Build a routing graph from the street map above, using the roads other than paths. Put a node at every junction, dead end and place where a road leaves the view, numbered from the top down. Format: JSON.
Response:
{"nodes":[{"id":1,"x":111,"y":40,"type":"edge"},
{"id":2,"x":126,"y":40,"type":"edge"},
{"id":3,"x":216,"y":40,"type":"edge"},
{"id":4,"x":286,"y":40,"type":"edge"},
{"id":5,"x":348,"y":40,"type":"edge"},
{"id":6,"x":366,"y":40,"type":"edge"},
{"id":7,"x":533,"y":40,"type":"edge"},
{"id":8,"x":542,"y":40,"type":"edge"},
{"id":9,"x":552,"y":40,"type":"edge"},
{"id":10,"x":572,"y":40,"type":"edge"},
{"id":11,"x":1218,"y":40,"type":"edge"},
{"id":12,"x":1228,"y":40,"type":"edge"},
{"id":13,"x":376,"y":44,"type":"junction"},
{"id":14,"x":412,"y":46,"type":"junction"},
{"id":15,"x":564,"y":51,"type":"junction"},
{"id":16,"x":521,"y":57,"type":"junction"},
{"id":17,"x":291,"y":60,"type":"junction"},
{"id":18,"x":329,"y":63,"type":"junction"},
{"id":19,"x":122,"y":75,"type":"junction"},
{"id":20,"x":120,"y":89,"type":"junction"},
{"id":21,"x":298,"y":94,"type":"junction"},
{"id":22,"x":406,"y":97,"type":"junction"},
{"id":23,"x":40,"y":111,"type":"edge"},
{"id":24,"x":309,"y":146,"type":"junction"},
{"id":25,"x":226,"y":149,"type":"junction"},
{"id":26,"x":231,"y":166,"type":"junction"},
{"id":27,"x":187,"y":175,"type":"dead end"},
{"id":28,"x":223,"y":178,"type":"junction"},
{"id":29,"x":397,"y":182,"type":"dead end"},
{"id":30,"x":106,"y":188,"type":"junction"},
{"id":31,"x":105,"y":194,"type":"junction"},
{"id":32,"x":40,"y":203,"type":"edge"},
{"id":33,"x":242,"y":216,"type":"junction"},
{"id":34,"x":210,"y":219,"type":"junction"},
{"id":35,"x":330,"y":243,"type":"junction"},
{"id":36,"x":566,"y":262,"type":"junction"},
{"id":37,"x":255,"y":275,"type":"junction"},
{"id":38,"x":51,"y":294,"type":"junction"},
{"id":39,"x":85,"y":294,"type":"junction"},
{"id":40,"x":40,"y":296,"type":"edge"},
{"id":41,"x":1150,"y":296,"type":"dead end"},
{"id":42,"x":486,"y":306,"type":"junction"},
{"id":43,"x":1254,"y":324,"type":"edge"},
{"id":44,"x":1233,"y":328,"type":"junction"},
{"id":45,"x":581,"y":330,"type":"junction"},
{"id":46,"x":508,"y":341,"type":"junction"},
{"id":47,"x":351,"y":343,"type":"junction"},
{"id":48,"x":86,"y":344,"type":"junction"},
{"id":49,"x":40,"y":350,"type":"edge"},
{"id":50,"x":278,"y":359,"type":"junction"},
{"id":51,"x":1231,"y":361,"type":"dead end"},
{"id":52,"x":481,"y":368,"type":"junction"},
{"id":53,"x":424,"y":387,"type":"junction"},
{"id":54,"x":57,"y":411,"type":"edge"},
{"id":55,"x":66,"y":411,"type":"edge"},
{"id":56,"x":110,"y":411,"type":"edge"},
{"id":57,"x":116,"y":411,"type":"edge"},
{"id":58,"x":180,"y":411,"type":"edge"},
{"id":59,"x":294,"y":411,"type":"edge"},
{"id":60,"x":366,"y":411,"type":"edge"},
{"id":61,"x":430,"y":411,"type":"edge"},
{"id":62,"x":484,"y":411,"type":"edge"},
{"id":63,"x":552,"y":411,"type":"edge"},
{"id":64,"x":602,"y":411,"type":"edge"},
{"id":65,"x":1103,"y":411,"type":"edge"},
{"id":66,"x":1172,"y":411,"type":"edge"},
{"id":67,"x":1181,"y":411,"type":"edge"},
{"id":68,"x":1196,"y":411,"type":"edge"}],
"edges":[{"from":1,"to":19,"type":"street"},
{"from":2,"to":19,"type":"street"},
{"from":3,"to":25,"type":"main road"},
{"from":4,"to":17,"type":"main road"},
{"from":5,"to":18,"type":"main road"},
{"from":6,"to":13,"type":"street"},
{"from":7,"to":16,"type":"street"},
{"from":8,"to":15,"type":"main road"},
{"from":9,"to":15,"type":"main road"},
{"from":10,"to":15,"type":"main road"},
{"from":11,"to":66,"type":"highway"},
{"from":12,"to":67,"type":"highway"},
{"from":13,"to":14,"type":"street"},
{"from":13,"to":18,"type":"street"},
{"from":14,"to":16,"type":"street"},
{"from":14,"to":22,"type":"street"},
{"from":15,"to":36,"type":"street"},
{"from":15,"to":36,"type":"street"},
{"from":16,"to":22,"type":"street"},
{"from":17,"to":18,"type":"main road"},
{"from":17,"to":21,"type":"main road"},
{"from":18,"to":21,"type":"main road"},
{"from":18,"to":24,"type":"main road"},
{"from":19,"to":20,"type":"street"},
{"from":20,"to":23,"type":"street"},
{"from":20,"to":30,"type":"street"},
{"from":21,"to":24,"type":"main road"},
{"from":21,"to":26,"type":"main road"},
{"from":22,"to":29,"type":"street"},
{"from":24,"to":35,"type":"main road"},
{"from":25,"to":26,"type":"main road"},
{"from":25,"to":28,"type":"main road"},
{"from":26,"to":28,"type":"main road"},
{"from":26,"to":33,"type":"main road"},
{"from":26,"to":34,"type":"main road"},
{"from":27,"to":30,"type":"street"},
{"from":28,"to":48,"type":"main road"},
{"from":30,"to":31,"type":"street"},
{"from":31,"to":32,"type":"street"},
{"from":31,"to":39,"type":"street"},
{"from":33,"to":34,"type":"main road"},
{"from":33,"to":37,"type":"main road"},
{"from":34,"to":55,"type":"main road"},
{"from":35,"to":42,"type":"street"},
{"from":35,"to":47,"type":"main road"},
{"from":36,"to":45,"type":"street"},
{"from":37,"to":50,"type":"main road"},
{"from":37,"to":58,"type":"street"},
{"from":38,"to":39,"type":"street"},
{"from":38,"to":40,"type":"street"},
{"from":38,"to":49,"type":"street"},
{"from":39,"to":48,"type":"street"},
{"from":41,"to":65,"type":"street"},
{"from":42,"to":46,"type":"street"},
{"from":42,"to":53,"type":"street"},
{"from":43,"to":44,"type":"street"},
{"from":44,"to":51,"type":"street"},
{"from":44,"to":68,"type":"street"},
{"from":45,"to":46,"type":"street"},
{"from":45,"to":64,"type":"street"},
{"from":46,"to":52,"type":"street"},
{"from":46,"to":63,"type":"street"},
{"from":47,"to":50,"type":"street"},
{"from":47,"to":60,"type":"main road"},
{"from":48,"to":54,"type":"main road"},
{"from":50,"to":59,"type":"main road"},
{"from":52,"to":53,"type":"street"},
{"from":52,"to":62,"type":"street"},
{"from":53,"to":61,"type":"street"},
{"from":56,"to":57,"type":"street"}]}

++++++++++

**What is needed:** Nothing in the entries should be left out; please reproduce them all exactly.

**Response to the exercise:**
Build a routing graph from the street map above, using the roads other than paths. Put a node at every junction, dead end and place where a road leaves the view, numbered from the top down. Format: JSON.
Response:
{"nodes":[{"id":1,"x":111,"y":40,"type":"edge"},
{"id":2,"x":126,"y":40,"type":"edge"},
{"id":3,"x":216,"y":40,"type":"edge"},
{"id":4,"x":286,"y":40,"type":"edge"},
{"id":5,"x":348,"y":40,"type":"edge"},
{"id":6,"x":366,"y":40,"type":"edge"},
{"id":7,"x":533,"y":40,"type":"edge"},
{"id":8,"x":542,"y":40,"type":"edge"},
{"id":9,"x":552,"y":40,"type":"edge"},
{"id":10,"x":572,"y":40,"type":"edge"},
{"id":11,"x":1218,"y":40,"type":"edge"},
{"id":12,"x":1228,"y":40,"type":"edge"},
{"id":13,"x":376,"y":44,"type":"junction"},
{"id":14,"x":412,"y":46,"type":"junction"},
{"id":15,"x":564,"y":51,"type":"junction"},
{"id":16,"x":521,"y":57,"type":"junction"},
{"id":17,"x":291,"y":60,"type":"junction"},
{"id":18,"x":329,"y":63,"type":"junction"},
{"id":19,"x":122,"y":75,"type":"junction"},
{"id":20,"x":120,"y":89,"type":"junction"},
{"id":21,"x":298,"y":94,"type":"junction"},
{"id":22,"x":406,"y":97,"type":"junction"},
{"id":23,"x":40,"y":111,"type":"edge"},
{"id":24,"x":309,"y":146,"type":"junction"},
{"id":25,"x":226,"y":149,"type":"junction"},
{"id":26,"x":231,"y":166,"type":"junction"},
{"id":27,"x":187,"y":175,"type":"dead end"},
{"id":28,"x":223,"y":178,"type":"junction"},
{"id":29,"x":397,"y":182,"type":"dead end"},
{"id":30,"x":106,"y":188,"type":"junction"},
{"id":31,"x":105,"y":194,"type":"junction"},
{"id":32,"x":40,"y":203,"type":"edge"},
{"id":33,"x":242,"y":216,"type":"junction"},
{"id":34,"x":210,"y":219,"type":"junction"},
{"id":35,"x":330,"y":243,"type":"junction"},
{"id":36,"x":566,"y":262,"type":"junction"},
{"id":37,"x":255,"y":275,"type":"junction"},
{"id":38,"x":51,"y":294,"type":"junction"},
{"id":39,"x":85,"y":294,"type":"junction"},
{"id":40,"x":40,"y":296,"type":"edge"},
{"id":41,"x":1150,"y":296,"type":"dead end"},
{"id":42,"x":486,"y":306,"type":"junction"},
{"id":43,"x":1254,"y":324,"type":"edge"},
{"id":44,"x":1233,"y":328,"type":"junction"},
{"id":45,"x":581,"y":330,"type":"junction"},
{"id":46,"x":508,"y":341,"type":"junction"},
{"id":47,"x":351,"y":343,"type":"junction"},
{"id":48,"x":86,"y":344,"type":"junction"},
{"id":49,"x":40,"y":350,"type":"edge"},
{"id":50,"x":278,"y":359,"type":"junction"},
{"id":51,"x":1231,"y":361,"type":"dead end"},
{"id":52,"x":481,"y":368,"type":"junction"},
{"id":53,"x":424,"y":387,"type":"junction"},
{"id":54,"x":57,"y":411,"type":"edge"},
{"id":55,"x":66,"y":411,"type":"edge"},
{"id":56,"x":110,"y":411,"type":"edge"},
{"id":57,"x":116,"y":411,"type":"edge"},
{"id":58,"x":180,"y":411,"type":"edge"},
{"id":59,"x":294,"y":411,"type":"edge"},
{"id":60,"x":366,"y":411,"type":"edge"},
{"id":61,"x":430,"y":411,"type":"edge"},
{"id":62,"x":484,"y":411,"type":"edge"},
{"id":63,"x":552,"y":411,"type":"edge"},
{"id":64,"x":602,"y":411,"type":"edge"},
{"id":65,"x":1103,"y":411,"type":"edge"},
{"id":66,"x":1172,"y":411,"type":"edge"},
{"id":67,"x":1181,"y":411,"type":"edge"},
{"id":68,"x":1196,"y":411,"type":"edge"}],
"edges":[{"from":1,"to":19,"type":"street"},
{"from":2,"to":19,"type":"street"},
{"from":3,"to":25,"type":"main road"},
{"from":4,"to":17,"type":"main road"},
{"from":5,"to":18,"type":"main road"},
{"from":6,"to":13,"type":"street"},
{"from":7,"to":16,"type":"street"},
{"from":8,"to":15,"type":"main road"},
{"from":9,"to":15,"type":"main road"},
{"from":10,"to":15,"type":"main road"},
{"from":11,"to":66,"type":"highway"},
{"from":12,"to":67,"type":"highway"},
{"from":13,"to":14,"type":"street"},
{"from":13,"to":18,"type":"street"},
{"from":14,"to":16,"type":"street"},
{"from":14,"to":22,"type":"street"},
{"from":15,"to":36,"type":"street"},
{"from":15,"to":36,"type":"street"},
{"from":16,"to":22,"type":"street"},
{"from":17,"to":18,"type":"main road"},
{"from":17,"to":21,"type":"main road"},
{"from":18,"to":21,"type":"main road"},
{"from":18,"to":24,"type":"main road"},
{"from":19,"to":20,"type":"street"},
{"from":20,"to":23,"type":"street"},
{"from":20,"to":30,"type":"street"},
{"from":21,"to":24,"type":"main road"},
{"from":21,"to":26,"type":"main road"},
{"from":22,"to":29,"type":"street"},
{"from":24,"to":35,"type":"main road"},
{"from":25,"to":26,"type":"main road"},
{"from":25,"to":28,"type":"main road"},
{"from":26,"to":28,"type":"main road"},
{"from":26,"to":33,"type":"main road"},
{"from":26,"to":34,"type":"main road"},
{"from":27,"to":30,"type":"street"},
{"from":28,"to":48,"type":"main road"},
{"from":30,"to":31,"type":"street"},
{"from":31,"to":32,"type":"street"},
{"from":31,"to":39,"type":"street"},
{"from":33,"to":34,"type":"main road"},
{"from":33,"to":37,"type":"main road"},
{"from":34,"to":55,"type":"main road"},
{"from":35,"to":42,"type":"street"},
{"from":35,"to":47,"type":"main road"},
{"from":36,"to":45,"type":"street"},
{"from":37,"to":50,"type":"main road"},
{"from":37,"to":58,"type":"street"},
{"from":38,"to":39,"type":"street"},
{"from":38,"to":40,"type":"street"},
{"from":38,"to":49,"type":"street"},
{"from":39,"to":48,"type":"street"},
{"from":41,"to":65,"type":"street"},
{"from":42,"to":46,"type":"street"},
{"from":42,"to":53,"type":"street"},
{"from":43,"to":44,"type":"street"},
{"from":44,"to":51,"type":"street"},
{"from":44,"to":68,"type":"street"},
{"from":45,"to":46,"type":"street"},
{"from":45,"to":64,"type":"street"},
{"from":46,"to":52,"type":"street"},
{"from":46,"to":63,"type":"street"},
{"from":47,"to":50,"type":"street"},
{"from":47,"to":60,"type":"main road"},
{"from":48,"to":54,"type":"main road"},
{"from":50,"to":59,"type":"main road"},
{"from":52,"to":53,"type":"street"},
{"from":52,"to":62,"type":"street"},
{"from":53,"to":61,"type":"street"},
{"from":56,"to":57,"type":"street"}]}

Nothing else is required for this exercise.